## MATERIALS PROVIDED
◇ ◇ ◇ ◇ ◇ ◇ ◇
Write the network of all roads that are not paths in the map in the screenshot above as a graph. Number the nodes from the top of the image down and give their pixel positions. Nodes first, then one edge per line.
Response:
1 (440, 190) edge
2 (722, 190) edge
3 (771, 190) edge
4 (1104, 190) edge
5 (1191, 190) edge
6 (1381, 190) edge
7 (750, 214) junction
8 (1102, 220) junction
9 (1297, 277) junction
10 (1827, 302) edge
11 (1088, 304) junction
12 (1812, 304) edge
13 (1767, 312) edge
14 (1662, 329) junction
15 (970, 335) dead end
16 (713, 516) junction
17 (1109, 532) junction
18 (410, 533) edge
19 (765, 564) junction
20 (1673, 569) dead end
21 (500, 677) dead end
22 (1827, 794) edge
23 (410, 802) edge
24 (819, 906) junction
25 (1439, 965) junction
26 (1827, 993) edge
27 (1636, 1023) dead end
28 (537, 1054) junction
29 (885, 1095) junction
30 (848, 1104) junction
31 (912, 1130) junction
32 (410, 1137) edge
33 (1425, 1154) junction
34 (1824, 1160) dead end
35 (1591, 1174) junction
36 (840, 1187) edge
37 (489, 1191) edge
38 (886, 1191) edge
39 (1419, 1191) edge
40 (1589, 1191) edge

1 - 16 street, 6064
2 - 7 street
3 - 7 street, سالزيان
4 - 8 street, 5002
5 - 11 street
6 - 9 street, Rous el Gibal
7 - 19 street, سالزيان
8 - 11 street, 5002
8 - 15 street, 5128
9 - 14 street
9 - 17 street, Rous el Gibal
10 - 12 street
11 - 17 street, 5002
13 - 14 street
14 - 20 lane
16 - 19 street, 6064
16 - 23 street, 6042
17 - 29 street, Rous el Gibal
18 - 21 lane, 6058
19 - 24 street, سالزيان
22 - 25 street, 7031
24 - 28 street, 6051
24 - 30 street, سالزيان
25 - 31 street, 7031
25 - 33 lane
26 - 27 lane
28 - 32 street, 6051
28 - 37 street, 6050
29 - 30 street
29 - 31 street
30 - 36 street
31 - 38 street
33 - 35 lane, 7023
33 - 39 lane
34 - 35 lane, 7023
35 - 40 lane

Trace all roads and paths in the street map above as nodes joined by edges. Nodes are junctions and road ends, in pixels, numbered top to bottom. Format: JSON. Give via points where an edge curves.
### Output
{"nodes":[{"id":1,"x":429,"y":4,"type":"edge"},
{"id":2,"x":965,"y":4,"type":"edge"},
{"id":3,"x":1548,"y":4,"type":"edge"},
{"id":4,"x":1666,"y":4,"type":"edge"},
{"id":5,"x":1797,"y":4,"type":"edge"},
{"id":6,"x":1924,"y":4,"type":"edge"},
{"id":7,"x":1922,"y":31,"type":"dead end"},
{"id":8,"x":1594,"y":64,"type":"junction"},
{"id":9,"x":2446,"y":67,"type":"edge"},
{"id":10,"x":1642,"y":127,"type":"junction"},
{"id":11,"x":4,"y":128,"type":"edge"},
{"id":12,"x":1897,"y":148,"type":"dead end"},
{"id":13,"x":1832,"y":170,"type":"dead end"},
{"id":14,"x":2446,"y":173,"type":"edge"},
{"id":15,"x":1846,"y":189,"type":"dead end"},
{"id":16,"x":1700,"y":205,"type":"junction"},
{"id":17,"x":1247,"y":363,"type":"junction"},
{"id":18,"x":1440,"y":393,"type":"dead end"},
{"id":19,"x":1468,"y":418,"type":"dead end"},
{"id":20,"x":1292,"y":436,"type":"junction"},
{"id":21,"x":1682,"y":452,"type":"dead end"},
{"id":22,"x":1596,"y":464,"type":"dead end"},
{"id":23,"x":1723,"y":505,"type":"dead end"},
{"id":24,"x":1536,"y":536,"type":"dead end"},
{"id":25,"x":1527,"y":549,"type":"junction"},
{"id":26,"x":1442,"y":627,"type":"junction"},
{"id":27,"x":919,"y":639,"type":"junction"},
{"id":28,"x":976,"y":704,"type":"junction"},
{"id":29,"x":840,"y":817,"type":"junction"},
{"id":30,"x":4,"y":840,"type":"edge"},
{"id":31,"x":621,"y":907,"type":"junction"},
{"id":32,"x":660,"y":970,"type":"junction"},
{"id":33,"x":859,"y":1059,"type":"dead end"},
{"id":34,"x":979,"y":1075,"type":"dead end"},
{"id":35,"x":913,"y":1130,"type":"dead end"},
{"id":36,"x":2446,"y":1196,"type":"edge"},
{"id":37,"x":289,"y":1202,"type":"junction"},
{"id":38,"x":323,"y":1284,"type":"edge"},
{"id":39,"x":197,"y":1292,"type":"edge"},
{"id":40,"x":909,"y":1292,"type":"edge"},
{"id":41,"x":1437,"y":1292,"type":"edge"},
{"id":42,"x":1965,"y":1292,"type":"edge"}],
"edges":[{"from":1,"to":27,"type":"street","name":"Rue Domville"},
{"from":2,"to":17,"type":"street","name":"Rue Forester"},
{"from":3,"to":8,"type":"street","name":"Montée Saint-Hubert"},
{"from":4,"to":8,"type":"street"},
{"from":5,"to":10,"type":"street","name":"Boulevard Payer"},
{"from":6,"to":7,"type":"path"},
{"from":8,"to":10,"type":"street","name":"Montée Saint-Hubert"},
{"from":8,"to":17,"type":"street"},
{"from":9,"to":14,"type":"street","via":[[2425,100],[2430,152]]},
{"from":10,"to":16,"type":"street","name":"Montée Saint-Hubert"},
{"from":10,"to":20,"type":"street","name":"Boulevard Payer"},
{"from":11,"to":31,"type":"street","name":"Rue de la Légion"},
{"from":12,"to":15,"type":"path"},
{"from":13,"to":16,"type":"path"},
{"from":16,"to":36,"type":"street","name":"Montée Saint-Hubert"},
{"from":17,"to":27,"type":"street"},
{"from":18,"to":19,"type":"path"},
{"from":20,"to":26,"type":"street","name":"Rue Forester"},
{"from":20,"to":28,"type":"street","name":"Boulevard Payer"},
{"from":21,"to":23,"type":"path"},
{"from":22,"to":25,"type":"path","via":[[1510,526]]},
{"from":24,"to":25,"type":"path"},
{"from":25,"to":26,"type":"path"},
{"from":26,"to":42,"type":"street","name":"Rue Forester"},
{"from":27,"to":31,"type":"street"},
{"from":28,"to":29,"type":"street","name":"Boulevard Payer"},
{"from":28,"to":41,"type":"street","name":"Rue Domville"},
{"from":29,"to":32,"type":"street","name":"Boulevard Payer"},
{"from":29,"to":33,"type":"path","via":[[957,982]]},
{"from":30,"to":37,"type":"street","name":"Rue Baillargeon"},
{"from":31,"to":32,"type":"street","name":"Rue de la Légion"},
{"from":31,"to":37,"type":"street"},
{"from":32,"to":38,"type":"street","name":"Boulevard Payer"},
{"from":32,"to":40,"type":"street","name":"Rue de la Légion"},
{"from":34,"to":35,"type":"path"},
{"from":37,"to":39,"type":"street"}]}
◇ ◇ ◇ ◇ ◇ ◇ ◇
## PROBLEM DETAILS
Exactly as they stand, repeat all the records.

## SOLUTION BELOW
Write the network of all roads that are not paths in the map in the screenshot above as a graph. Number the nodes from the top of the image down and give their pixel positions. Nodes first, then one edge per line.
Response:
1 (440, 190) edge
2 (722, 190) edge
3 (771, 190) edge
4 (1104, 190) edge
5 (1191, 190) edge
6 (1381, 190) edge
7 (750, 214) junction
8 (1102, 220) junction
9 (1297, 277) junction
10 (1827, 302) edge
11 (1088, 304) junction
12 (1812, 304) edge
13 (1767, 312) edge
14 (1662, 329) junction
15 (970, 335) dead end
16 (713, 516) junction
17 (1109, 532) junction
18 (410, 533) edge
19 (765, 564) junction
20 (1673, 569) dead end
21 (500, 677) dead end
22 (1827, 794) edge
23 (410, 802) edge
24 (819, 906) junction
25 (1439, 965) junction
26 (1827, 993) edge
27 (1636, 1023) dead end
28 (537, 1054) junction
29 (885, 1095) junction
30 (848, 1104) junction
31 (912, 1130) junction
32 (410, 1137) edge
33 (1425, 1154) junction
34 (1824, 1160) dead end
35 (1591, 1174) junction
36 (840, 1187) edge
37 (489, 1191) edge
38 (886, 1191) edge
39 (1419, 1191) edge
40 (1589, 1191) edge

1 - 16 street, 6064
2 - 7 street
3 - 7 street, سالزيان
4 - 8 street, 5002
5 - 11 street
6 - 9 street, Rous el Gibal
7 - 19 street, سالزيان
8 - 11 street, 5002
8 - 15 street, 5128
9 - 14 street
9 - 17 street, Rous el Gibal
10 - 12 street
11 - 17 street, 5002
13 - 14 street
14 - 20 lane
16 - 19 street, 6064
16 - 23 street, 6042
17 - 29 street, Rous el Gibal
18 - 21 lane, 6058
19 - 24 street, سالزيان
22 - 25 street, 7031
24 - 28 street, 6051
24 - 30 street, سالزيان
25 - 31 street, 7031
25 - 33 lane
26 - 27 lane
28 - 32 street, 6051
28 - 37 street, 6050
29 - 30 street
29 - 31 street
30 - 36 street
31 - 38 street
33 - 35 lane, 7023
33 - 39 lane
34 - 35 lane, 7023
35 - 40 lane

Trace all roads and paths in the street map above as nodes joined by edges. Nodes are junctions and road ends, in pixels, numbered top to bottom. Format: JSON. Give via points where an edge curves.
### Output
{"nodes":[{"id":1,"x":429,"y":4,"type":"edge"},
{"id":2,"x":965,"y":4,"type":"edge"},
{"id":3,"x":1548,"y":4,"type":"edge"},
{"id":4,"x":1666,"y":4,"type":"edge"},
{"id":5,"x":1797,"y":4,"type":"edge"},
{"id":6,"x":1924,"y":4,"type":"edge"},
{"id":7,"x":1922,"y":31,"type":"dead end"},
{"id":8,"x":1594,"y":64,"type":"junction"},
{"id":9,"x":2446,"y":67,"type":"edge"},
{"id":10,"x":1642,"y":127,"type":"junction"},
{"id":11,"x":4,"y":128,"type":"edge"},
{"id":12,"x":1897,"y":148,"type":"dead end"},
{"id":13,"x":1832,"y":170,"type":"dead end"},
{"id":14,"x":2446,"y":173,"type":"edge"},
{"id":15,"x":1846,"y":189,"type":"dead end"},
{"id":16,"x":1700,"y":205,"type":"junction"},
{"id":17,"x":1247,"y":363,"type":"junction"},
{"id":18,"x":1440,"y":393,"type":"dead end"},
{"id":19,"x":1468,"y":418,"type":"dead end"},
{"id":20,"x":1292,"y":436,"type":"junction"},
{"id":21,"x":1682,"y":452,"type":"dead end"},
{"id":22,"x":1596,"y":464,"type":"dead end"},
{"id":23,"x":1723,"y":505,"type":"dead end"},
{"id":24,"x":1536,"y":536,"type":"dead end"},
{"id":25,"x":1527,"y":549,"type":"junction"},
{"id":26,"x":1442,"y":627,"type":"junction"},
{"id":27,"x":919,"y":639,"type":"junction"},
{"id":28,"x":976,"y":704,"type":"junction"},
{"id":29,"x":840,"y":817,"type":"junction"},
{"id":30,"x":4,"y":840,"type":"edge"},
{"id":31,"x":621,"y":907,"type":"junction"},
{"id":32,"x":660,"y":970,"type":"junction"},
{"id":33,"x":859,"y":1059,"type":"dead end"},
{"id":34,"x":979,"y":1075,"type":"dead end"},
{"id":35,"x":913,"y":1130,"type":"dead end"},
{"id":36,"x":2446,"y":1196,"type":"edge"},
{"id":37,"x":289,"y":1202,"type":"junction"},
{"id":38,"x":323,"y":1284,"type":"edge"},
{"id":39,"x":197,"y":1292,"type":"edge"},
{"id":40,"x":909,"y":1292,"type":"edge"},
{"id":41,"x":1437,"y":1292,"type":"edge"},
{"id":42,"x":1965,"y":1292,"type":"edge"}],
"edges":[{"from":1,"to":27,"type":"street","name":"Rue Domville"},
{"from":2,"to":17,"type":"street","name":"Rue Forester"},
{"from":3,"to":8,"type":"street","name":"Montée Saint-Hubert"},
{"from":4,"to":8,"type":"street"},
{"from":5,"to":10,"type":"street","name":"Boulevard Payer"},
{"from":6,"to":7,"type":"path"},
{"from":8,"to":10,"type":"street","name":"Montée Saint-Hubert"},
{"from":8,"to":17,"type":"street"},
{"from":9,"to":14,"type":"street","via":[[2425,100],[2430,152]]},
{"from":10,"to":16,"type":"street","name":"Montée Saint-Hubert"},
{"from":10,"to":20,"type":"street","name":"Boulevard Payer"},
{"from":11,"to":31,"type":"street","name":"Rue de la Légion"},
{"from":12,"to":15,"type":"path"},
{"from":13,"to":16,"type":"path"},
{"from":16,"to":36,"type":"street","name":"Montée Saint-Hubert"},
{"from":17,"to":27,"type":"street"},
{"from":18,"to":19,"type":"path"},
{"from":20,"to":26,"type":"street","name":"Rue Forester"},
{"from":20,"to":28,"type":"street","name":"Boulevard Payer"},
{"from":21,"to":23,"type":"path"},
{"from":22,"to":25,"type":"path","via":[[1510,526]]},
{"from":24,"to":25,"type":"path"},
{"from":25,"to":26,"type":"path"},
{"from":26,"to":42,"type":"street","name":"Rue Forester"},
{"from":27,"to":31,"type":"street"},
{"from":28,"to":29,"type":"street","name":"Boulevard Payer"},
{"from":28,"to":41,"type":"street","name":"Rue Domville"},
{"from":29,"to":32,"type":"street","name":"Boulevard Payer"},
{"from":29,"to":33,"type":"path","via":[[957,982]]},
{"from":30,"to":37,"type":"street","name":"Rue Baillargeon"},
{"from":31,"to":32,"type":"street","name":"Rue de la Légion"},
{"from":31,"to":37,"type":"street"},
{"from":32,"to":38,"type":"street","name":"Boulevard Payer"},
{"from":32,"to":40,"type":"street","name":"Rue de la Légion"},
{"from":34,"to":35,"type":"path"},
{"from":37,"to":39,"type":"street"}]}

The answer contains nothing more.